The problem: In the entries that follow, how many lines hold "graph"? Nothing but the number is expected.

Saved entries:
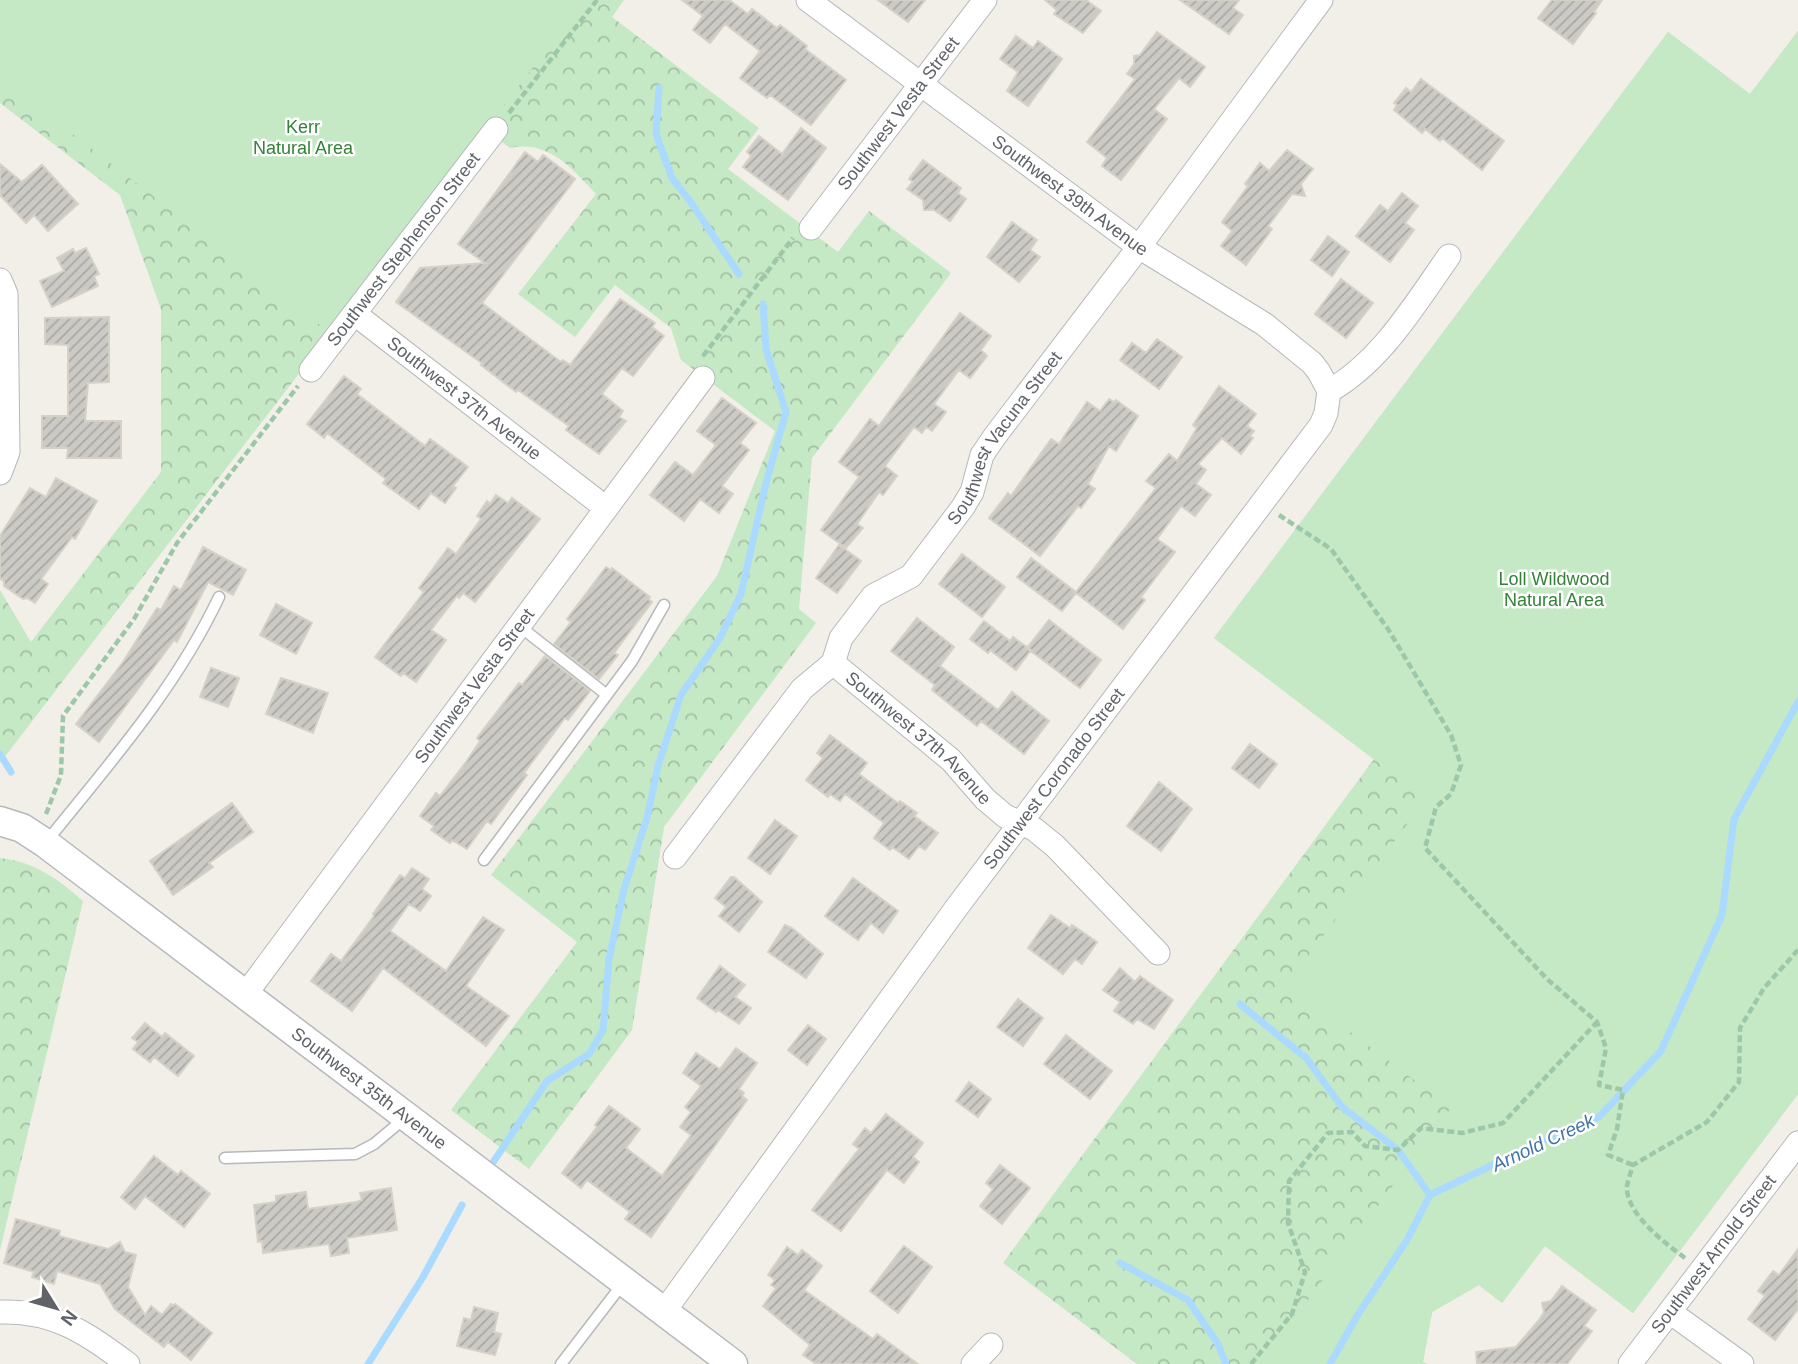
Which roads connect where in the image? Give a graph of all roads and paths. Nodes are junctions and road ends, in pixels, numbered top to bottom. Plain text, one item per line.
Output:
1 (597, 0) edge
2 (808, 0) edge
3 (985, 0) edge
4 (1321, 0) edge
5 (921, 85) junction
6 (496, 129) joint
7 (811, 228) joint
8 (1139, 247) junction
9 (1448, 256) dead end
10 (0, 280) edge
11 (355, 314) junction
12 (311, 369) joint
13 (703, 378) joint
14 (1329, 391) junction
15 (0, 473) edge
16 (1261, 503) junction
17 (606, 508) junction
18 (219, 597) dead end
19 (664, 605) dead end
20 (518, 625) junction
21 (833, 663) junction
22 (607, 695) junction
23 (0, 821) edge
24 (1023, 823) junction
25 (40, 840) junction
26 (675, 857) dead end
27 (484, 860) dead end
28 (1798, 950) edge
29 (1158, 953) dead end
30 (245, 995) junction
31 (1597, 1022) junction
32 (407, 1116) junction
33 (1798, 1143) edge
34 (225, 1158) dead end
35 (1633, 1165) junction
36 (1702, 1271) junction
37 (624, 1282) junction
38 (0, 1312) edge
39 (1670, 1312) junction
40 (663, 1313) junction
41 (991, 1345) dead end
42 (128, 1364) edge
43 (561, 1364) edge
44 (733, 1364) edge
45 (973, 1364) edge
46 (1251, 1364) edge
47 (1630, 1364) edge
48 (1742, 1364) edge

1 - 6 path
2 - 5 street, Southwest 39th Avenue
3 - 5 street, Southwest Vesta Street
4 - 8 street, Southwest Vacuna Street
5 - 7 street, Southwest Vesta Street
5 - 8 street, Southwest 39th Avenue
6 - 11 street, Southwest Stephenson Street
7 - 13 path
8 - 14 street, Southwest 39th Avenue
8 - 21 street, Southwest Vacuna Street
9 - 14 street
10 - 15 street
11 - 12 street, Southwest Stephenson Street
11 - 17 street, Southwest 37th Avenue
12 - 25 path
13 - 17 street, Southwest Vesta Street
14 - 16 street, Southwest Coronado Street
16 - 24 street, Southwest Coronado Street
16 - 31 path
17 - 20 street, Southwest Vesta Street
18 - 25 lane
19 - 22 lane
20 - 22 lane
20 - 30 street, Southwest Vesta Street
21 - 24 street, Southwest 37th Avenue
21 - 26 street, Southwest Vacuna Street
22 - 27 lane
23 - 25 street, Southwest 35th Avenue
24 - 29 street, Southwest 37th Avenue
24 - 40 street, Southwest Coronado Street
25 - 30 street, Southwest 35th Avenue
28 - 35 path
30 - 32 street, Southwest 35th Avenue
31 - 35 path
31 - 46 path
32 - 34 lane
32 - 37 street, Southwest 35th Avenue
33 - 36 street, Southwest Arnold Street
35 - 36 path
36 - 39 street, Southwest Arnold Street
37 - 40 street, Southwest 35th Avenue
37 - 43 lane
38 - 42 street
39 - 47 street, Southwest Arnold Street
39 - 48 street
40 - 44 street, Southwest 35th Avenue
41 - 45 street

...

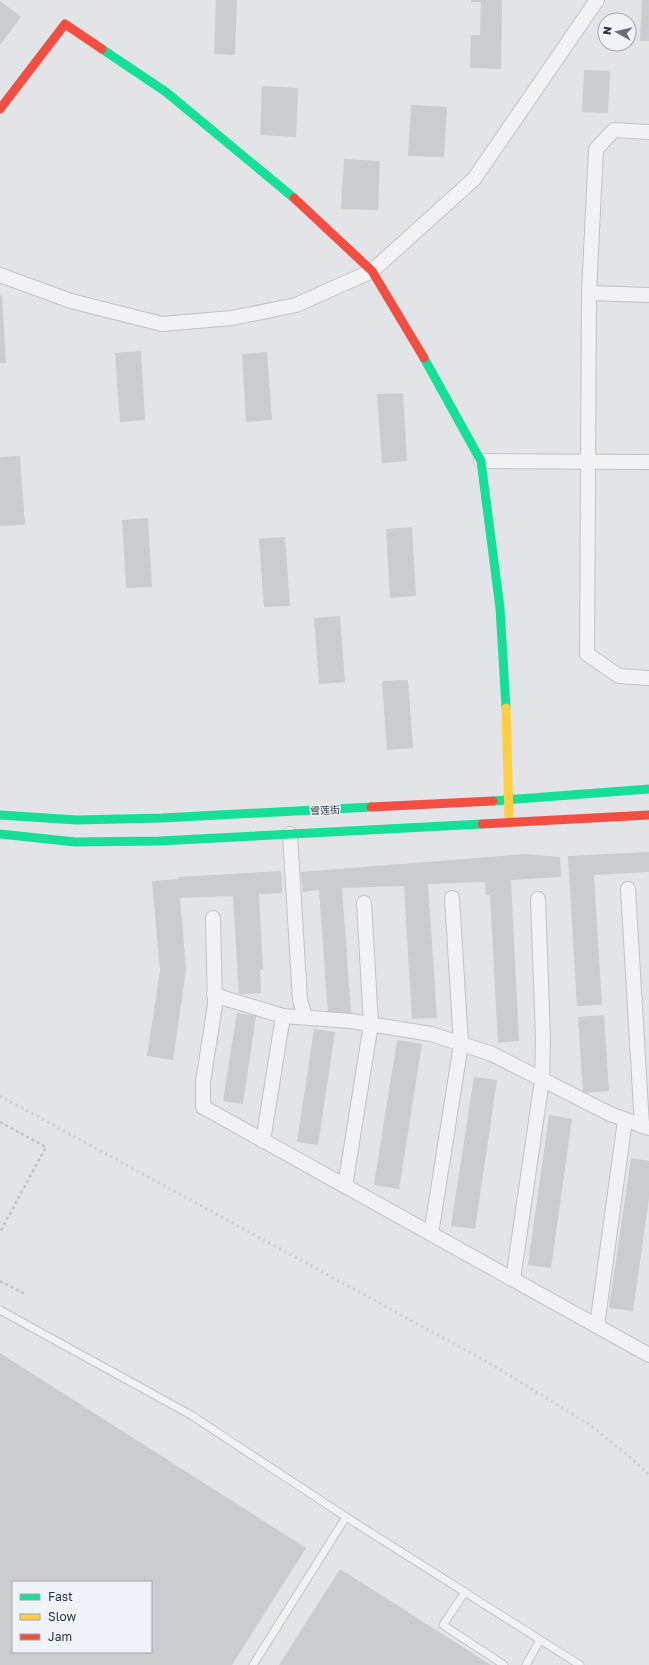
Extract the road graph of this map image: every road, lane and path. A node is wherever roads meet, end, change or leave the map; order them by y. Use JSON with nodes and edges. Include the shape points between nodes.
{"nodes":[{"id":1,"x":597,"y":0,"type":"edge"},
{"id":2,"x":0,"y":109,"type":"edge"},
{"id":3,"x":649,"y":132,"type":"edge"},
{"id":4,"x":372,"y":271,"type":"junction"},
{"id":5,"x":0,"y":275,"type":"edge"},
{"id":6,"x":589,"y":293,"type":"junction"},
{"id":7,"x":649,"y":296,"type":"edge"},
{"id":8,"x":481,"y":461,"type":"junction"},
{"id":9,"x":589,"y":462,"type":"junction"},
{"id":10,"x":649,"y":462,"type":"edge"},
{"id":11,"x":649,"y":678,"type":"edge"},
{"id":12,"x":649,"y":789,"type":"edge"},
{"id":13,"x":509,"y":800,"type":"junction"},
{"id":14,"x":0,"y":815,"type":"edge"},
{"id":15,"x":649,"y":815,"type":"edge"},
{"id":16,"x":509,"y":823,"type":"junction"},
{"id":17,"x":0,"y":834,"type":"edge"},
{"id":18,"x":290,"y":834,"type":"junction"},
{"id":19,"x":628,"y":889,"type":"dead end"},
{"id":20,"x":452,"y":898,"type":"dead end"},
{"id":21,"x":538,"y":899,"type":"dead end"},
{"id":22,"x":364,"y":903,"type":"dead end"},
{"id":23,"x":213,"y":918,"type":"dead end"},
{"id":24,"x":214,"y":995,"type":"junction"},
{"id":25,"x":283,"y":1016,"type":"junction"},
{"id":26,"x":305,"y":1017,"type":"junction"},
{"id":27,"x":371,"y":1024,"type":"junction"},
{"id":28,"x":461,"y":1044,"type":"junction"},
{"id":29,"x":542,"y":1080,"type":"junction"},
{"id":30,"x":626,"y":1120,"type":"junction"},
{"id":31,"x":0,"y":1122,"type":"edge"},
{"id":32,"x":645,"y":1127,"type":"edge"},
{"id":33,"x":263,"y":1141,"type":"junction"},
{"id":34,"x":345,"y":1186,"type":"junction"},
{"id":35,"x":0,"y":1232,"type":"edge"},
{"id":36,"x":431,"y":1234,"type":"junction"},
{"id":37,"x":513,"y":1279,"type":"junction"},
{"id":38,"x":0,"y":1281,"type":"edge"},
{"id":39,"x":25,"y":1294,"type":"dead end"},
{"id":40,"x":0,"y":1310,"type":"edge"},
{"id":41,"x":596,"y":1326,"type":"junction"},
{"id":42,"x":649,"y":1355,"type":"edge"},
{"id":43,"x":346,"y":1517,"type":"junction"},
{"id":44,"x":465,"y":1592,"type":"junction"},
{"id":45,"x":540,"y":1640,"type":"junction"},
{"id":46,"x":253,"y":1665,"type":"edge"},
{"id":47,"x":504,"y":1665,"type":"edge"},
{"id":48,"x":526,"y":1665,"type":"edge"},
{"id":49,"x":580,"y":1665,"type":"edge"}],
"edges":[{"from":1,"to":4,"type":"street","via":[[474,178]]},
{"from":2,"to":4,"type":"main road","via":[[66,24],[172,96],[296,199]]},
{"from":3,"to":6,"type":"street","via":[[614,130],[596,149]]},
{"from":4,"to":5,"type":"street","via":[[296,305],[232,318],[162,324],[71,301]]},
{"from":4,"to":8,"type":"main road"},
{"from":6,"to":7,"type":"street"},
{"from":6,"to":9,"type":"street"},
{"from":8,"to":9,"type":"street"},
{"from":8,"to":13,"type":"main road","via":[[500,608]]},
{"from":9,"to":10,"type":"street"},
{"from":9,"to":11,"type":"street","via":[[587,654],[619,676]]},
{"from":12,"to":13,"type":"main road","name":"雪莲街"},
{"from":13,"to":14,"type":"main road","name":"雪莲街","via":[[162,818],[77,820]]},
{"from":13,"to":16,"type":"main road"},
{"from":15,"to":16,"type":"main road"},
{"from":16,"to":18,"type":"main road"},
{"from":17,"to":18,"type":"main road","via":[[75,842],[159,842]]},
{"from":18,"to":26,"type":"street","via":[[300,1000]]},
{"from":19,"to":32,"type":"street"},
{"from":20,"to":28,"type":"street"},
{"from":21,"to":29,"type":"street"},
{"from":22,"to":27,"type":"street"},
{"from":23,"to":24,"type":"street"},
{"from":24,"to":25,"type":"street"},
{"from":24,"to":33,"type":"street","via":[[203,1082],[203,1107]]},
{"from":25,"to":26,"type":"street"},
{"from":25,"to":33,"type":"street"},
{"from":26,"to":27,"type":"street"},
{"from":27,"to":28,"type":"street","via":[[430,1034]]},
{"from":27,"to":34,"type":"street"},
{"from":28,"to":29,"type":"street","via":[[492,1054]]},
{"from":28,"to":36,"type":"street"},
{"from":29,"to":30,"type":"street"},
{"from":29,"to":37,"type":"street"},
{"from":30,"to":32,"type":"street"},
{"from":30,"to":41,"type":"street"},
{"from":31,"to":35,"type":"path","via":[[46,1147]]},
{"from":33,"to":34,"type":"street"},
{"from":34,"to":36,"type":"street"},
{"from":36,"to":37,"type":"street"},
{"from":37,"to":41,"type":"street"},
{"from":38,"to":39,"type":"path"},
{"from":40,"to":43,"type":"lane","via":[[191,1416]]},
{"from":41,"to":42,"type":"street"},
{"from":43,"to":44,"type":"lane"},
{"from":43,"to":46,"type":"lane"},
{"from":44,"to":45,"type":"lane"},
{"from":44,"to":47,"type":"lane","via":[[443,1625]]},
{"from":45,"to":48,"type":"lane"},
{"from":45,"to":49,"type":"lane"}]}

Answer area: 2